------ Provided information ------

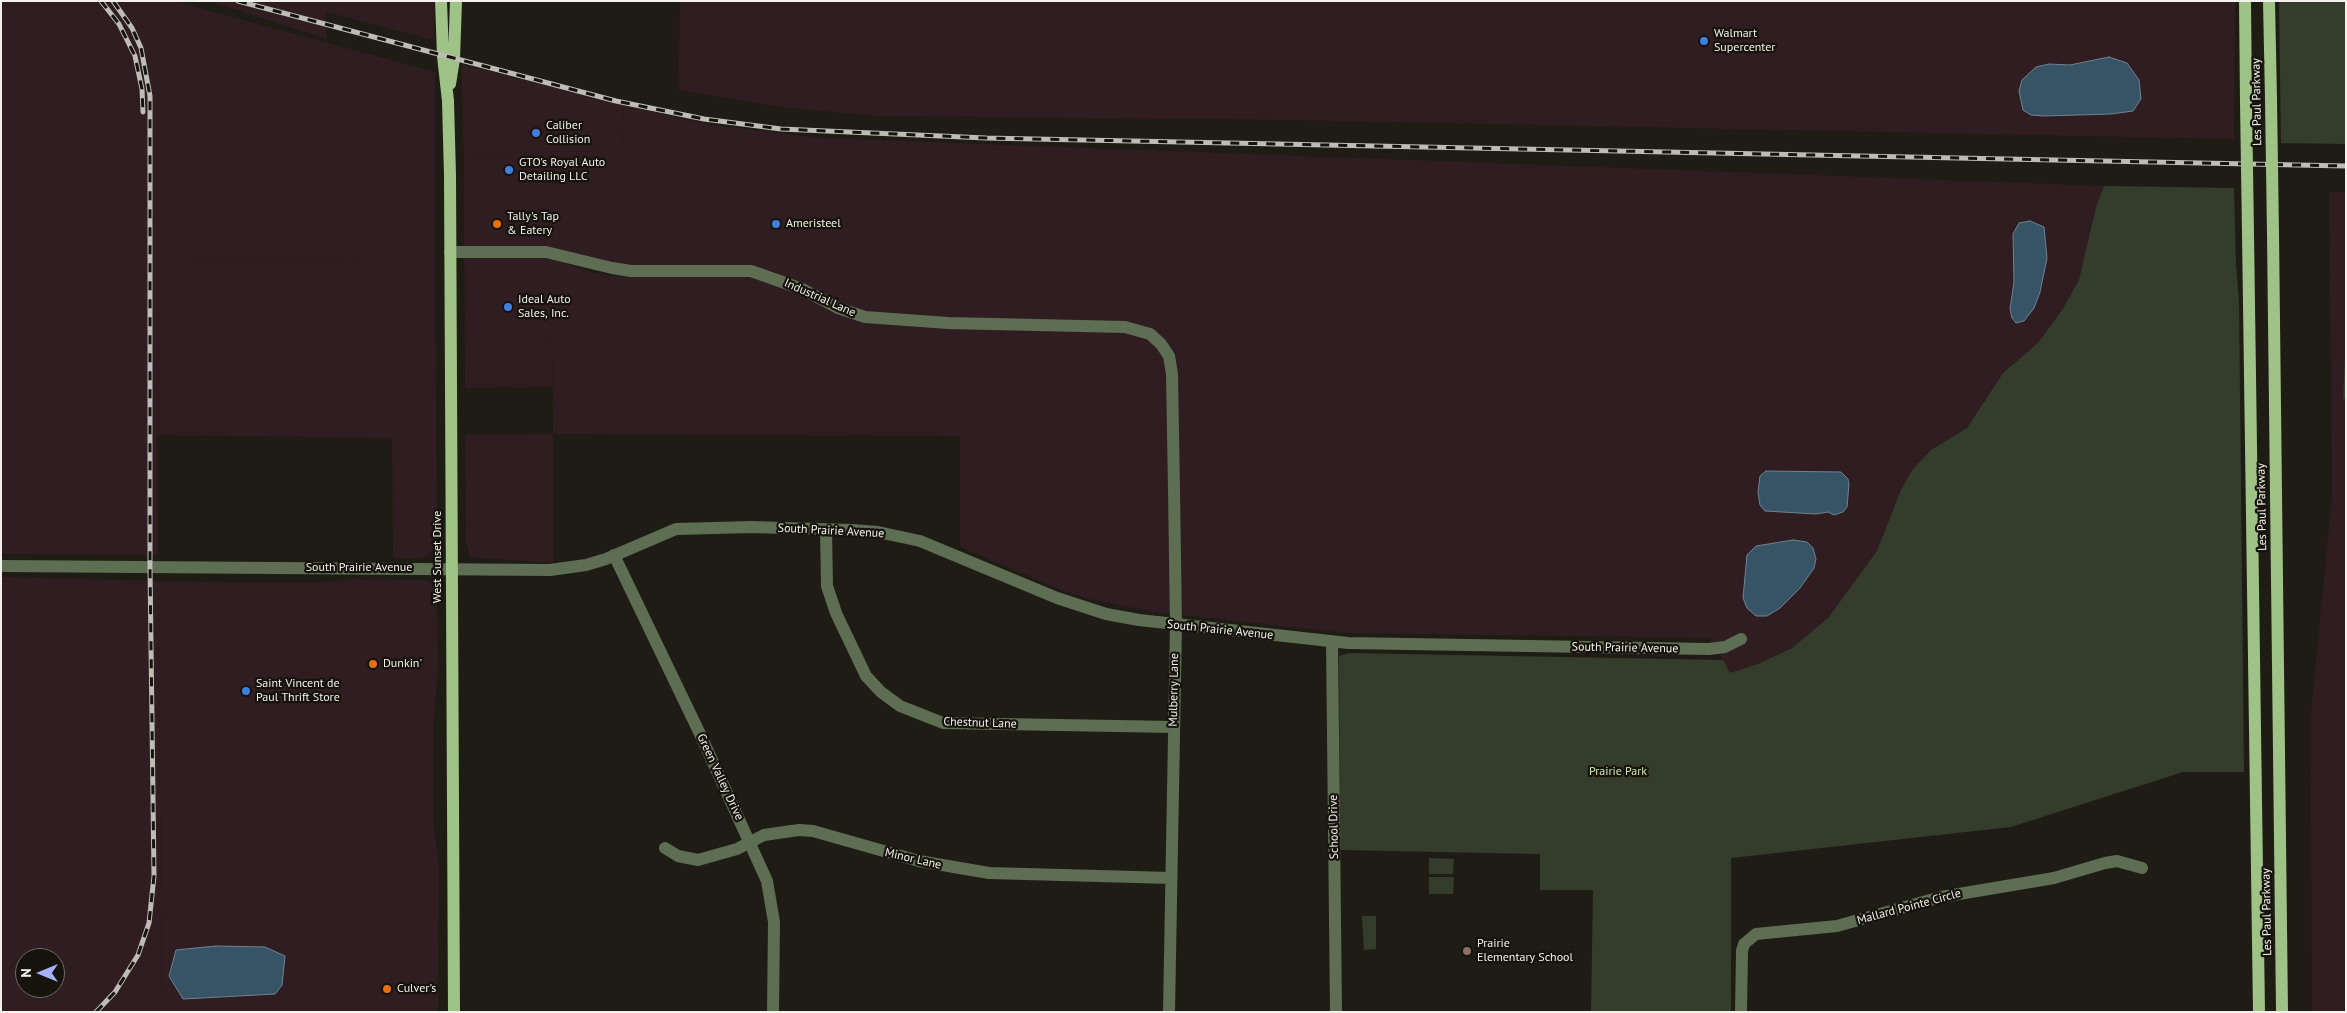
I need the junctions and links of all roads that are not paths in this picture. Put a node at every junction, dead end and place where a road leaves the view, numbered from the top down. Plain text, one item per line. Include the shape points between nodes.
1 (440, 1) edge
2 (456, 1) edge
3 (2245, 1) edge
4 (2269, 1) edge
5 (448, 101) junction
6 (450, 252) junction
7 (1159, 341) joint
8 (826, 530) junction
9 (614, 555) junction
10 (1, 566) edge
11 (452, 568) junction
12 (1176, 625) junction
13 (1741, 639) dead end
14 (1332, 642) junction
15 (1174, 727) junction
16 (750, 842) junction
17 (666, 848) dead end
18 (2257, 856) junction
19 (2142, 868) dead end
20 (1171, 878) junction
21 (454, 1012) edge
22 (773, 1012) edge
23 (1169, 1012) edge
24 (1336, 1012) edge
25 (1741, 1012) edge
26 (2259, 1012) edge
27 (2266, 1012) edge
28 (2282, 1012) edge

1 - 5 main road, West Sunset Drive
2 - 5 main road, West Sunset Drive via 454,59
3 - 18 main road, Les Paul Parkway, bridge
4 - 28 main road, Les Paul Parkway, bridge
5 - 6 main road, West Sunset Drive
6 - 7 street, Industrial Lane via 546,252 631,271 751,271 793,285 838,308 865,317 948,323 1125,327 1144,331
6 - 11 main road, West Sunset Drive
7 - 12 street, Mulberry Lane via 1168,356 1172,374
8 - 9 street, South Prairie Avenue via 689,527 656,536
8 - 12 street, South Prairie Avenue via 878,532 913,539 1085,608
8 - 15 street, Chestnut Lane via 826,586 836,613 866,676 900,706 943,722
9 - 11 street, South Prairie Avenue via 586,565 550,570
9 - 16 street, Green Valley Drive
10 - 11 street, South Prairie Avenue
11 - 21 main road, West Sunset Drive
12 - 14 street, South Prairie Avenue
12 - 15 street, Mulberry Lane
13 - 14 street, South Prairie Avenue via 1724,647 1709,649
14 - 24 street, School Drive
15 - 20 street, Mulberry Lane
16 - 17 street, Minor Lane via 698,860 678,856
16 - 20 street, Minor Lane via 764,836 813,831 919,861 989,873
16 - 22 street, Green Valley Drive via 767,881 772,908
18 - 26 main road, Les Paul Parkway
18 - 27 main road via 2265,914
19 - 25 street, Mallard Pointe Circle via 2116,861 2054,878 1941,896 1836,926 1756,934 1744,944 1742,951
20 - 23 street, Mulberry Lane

------

(How to complete this task)
In the copy, include every entry above exactly and leave out each picture.

(Written response)
I need the junctions and links of all roads that are not paths in this picture. Put a node at every junction, dead end and place where a road leaves the view, numbered from the top down. Plain text, one item per line. Include the shape points between nodes.
1 (440, 1) edge
2 (456, 1) edge
3 (2245, 1) edge
4 (2269, 1) edge
5 (448, 101) junction
6 (450, 252) junction
7 (1159, 341) joint
8 (826, 530) junction
9 (614, 555) junction
10 (1, 566) edge
11 (452, 568) junction
12 (1176, 625) junction
13 (1741, 639) dead end
14 (1332, 642) junction
15 (1174, 727) junction
16 (750, 842) junction
17 (666, 848) dead end
18 (2257, 856) junction
19 (2142, 868) dead end
20 (1171, 878) junction
21 (454, 1012) edge
22 (773, 1012) edge
23 (1169, 1012) edge
24 (1336, 1012) edge
25 (1741, 1012) edge
26 (2259, 1012) edge
27 (2266, 1012) edge
28 (2282, 1012) edge

1 - 5 main road, West Sunset Drive
2 - 5 main road, West Sunset Drive via 454,59
3 - 18 main road, Les Paul Parkway, bridge
4 - 28 main road, Les Paul Parkway, bridge
5 - 6 main road, West Sunset Drive
6 - 7 street, Industrial Lane via 546,252 631,271 751,271 793,285 838,308 865,317 948,323 1125,327 1144,331
6 - 11 main road, West Sunset Drive
7 - 12 street, Mulberry Lane via 1168,356 1172,374
8 - 9 street, South Prairie Avenue via 689,527 656,536
8 - 12 street, South Prairie Avenue via 878,532 913,539 1085,608
8 - 15 street, Chestnut Lane via 826,586 836,613 866,676 900,706 943,722
9 - 11 street, South Prairie Avenue via 586,565 550,570
9 - 16 street, Green Valley Drive
10 - 11 street, South Prairie Avenue
11 - 21 main road, West Sunset Drive
12 - 14 street, South Prairie Avenue
12 - 15 street, Mulberry Lane
13 - 14 street, South Prairie Avenue via 1724,647 1709,649
14 - 24 street, School Drive
15 - 20 street, Mulberry Lane
16 - 17 street, Minor Lane via 698,860 678,856
16 - 20 street, Minor Lane via 764,836 813,831 919,861 989,873
16 - 22 street, Green Valley Drive via 767,881 772,908
18 - 26 main road, Les Paul Parkway
18 - 27 main road via 2265,914
19 - 25 street, Mallard Pointe Circle via 2116,861 2054,878 1941,896 1836,926 1756,934 1744,944 1742,951
20 - 23 street, Mulberry Lane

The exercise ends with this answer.